Stories like the one which inspired Nobody Knows give one a better appreciation for the busybody - ones where each individual act is strange, but not strange enough to get noticed by someone minding their won business. Add them up, though, and the totality becomes almost unbelievable and shameful. It's the kind of story that could give rise to a sermonizing, strident film, but director Kore-eda Hirokazu makes something a little more interesting than that.

As the movie opens, Keiko and her twelve-year-old son, Akira, are moving into a new apartment The landlords think she's nice, and recognize Akira as the responsible boy he is, but say they're glad she doesn't have any more children.

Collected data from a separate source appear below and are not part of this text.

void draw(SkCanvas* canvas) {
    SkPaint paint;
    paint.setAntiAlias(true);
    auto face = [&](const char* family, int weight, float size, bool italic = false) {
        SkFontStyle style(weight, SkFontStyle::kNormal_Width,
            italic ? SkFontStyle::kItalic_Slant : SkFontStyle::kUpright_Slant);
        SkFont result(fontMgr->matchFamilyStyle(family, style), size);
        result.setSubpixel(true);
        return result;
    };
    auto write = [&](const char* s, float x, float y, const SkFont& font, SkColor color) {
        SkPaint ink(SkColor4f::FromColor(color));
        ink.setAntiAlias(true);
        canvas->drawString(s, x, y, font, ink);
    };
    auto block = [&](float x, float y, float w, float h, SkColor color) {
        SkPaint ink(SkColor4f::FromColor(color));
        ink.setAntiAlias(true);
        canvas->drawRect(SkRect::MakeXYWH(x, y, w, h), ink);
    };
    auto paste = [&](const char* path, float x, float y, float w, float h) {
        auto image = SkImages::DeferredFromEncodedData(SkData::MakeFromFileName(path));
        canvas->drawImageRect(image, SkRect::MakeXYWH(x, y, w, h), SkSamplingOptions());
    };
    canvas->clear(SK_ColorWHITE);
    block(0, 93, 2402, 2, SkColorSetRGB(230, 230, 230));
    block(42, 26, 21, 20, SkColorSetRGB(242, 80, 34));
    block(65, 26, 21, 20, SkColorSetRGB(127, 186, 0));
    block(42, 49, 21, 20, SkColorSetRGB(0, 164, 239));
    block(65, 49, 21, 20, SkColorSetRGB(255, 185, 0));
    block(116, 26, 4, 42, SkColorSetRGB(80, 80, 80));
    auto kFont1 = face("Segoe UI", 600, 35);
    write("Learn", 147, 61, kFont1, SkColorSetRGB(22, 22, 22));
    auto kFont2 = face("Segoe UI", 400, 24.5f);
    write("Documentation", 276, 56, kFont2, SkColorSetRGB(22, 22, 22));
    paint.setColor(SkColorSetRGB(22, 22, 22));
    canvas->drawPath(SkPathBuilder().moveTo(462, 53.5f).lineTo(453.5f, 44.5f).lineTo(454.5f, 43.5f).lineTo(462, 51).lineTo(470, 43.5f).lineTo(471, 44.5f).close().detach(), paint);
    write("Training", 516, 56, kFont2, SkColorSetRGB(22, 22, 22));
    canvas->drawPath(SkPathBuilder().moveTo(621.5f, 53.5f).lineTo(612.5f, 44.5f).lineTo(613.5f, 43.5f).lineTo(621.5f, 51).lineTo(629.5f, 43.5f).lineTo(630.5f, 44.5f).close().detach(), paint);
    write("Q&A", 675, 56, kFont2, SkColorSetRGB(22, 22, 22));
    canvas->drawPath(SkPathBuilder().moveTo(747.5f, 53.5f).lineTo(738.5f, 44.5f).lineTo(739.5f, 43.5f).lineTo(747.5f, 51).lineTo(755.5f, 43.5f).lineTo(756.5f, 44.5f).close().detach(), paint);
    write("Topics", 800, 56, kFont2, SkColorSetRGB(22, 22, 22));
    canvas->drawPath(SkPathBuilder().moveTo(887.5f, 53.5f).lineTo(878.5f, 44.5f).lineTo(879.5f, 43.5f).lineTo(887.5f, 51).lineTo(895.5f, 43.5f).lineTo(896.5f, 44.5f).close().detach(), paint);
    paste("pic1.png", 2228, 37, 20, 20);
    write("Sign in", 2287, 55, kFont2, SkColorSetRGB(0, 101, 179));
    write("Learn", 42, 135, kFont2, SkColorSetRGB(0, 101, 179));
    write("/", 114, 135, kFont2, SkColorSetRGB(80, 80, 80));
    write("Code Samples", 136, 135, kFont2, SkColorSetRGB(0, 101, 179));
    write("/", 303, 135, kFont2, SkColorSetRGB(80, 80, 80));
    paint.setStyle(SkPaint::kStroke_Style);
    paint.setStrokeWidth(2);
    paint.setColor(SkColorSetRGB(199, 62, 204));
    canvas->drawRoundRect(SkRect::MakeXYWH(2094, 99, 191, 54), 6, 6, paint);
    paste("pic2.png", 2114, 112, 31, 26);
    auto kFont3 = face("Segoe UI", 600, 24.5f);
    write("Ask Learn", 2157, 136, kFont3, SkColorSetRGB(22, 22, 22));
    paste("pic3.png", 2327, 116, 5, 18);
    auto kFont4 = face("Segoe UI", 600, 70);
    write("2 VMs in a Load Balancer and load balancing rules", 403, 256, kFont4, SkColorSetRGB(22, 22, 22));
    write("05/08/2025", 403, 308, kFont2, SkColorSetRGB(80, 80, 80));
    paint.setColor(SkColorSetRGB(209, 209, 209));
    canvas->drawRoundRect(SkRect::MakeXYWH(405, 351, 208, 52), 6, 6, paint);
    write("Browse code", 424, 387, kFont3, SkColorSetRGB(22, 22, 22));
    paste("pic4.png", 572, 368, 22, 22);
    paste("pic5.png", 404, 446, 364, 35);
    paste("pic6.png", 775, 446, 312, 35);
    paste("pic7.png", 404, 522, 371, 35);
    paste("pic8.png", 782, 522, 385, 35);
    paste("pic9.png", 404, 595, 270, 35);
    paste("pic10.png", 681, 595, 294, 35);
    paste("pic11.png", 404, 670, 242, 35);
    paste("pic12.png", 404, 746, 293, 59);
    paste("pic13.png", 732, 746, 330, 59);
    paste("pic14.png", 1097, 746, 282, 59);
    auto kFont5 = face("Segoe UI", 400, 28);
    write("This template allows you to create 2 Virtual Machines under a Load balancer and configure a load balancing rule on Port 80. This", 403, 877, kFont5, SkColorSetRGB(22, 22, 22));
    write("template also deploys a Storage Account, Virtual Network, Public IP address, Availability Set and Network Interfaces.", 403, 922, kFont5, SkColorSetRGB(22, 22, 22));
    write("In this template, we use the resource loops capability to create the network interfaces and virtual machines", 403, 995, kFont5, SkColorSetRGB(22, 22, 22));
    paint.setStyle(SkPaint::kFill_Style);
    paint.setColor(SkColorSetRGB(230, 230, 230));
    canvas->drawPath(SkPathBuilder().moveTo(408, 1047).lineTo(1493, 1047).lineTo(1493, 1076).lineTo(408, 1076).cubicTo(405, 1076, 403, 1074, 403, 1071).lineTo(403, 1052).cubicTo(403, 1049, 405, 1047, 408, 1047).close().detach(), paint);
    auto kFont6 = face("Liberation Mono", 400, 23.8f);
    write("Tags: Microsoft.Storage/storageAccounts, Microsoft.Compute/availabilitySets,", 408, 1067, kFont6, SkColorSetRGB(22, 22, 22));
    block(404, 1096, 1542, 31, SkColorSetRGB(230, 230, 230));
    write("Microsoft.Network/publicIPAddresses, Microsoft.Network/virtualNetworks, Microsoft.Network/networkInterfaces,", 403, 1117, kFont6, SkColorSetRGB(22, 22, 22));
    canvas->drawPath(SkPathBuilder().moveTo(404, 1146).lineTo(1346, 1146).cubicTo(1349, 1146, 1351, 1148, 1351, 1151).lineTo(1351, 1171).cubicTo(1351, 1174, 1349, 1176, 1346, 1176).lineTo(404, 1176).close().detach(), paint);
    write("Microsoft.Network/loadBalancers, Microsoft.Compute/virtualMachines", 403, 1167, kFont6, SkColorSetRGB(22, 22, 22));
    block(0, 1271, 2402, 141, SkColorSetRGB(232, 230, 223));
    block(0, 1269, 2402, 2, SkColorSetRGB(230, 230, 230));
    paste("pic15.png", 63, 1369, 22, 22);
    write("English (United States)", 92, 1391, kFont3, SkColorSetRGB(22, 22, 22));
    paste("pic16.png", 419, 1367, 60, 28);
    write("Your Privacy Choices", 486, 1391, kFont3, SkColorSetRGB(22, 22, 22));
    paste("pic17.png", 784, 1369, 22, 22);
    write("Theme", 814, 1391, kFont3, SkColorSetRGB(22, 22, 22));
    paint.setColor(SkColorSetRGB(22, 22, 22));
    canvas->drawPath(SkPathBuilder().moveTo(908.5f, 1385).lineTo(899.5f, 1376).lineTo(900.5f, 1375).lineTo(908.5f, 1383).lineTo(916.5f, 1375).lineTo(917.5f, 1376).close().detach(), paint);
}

What they don't realize is that she does - the two youngest, Shigeru and Yuki, were smuggled in inside suitcases, with twelve-year-old Kyoko waiting at the train station until nightfall to sneak in unnoticed. At dinner, Keiko reminds the children that they must do what Akira says, and never get discovered, which means no going outside or making too much noise. The next day, she goes off to work, leaving Akira in charge. Soon, she's gone for days. Then weeks. Then...

It seems an unlikely premise, even if based on a true story. But Hirokazu and his young cast present us with enough details that we believe in it. The kids, after all, have never noticed any other kind of life. The mother seems to be somewhat mentally deficient; her four kids from different fathers bespeak a lifetime of making decisions without considering the consequences. Meanwhile, the siblings' fear of being split up by social services is strong enough to override the instinctive need to ask for help when they're in over their heads.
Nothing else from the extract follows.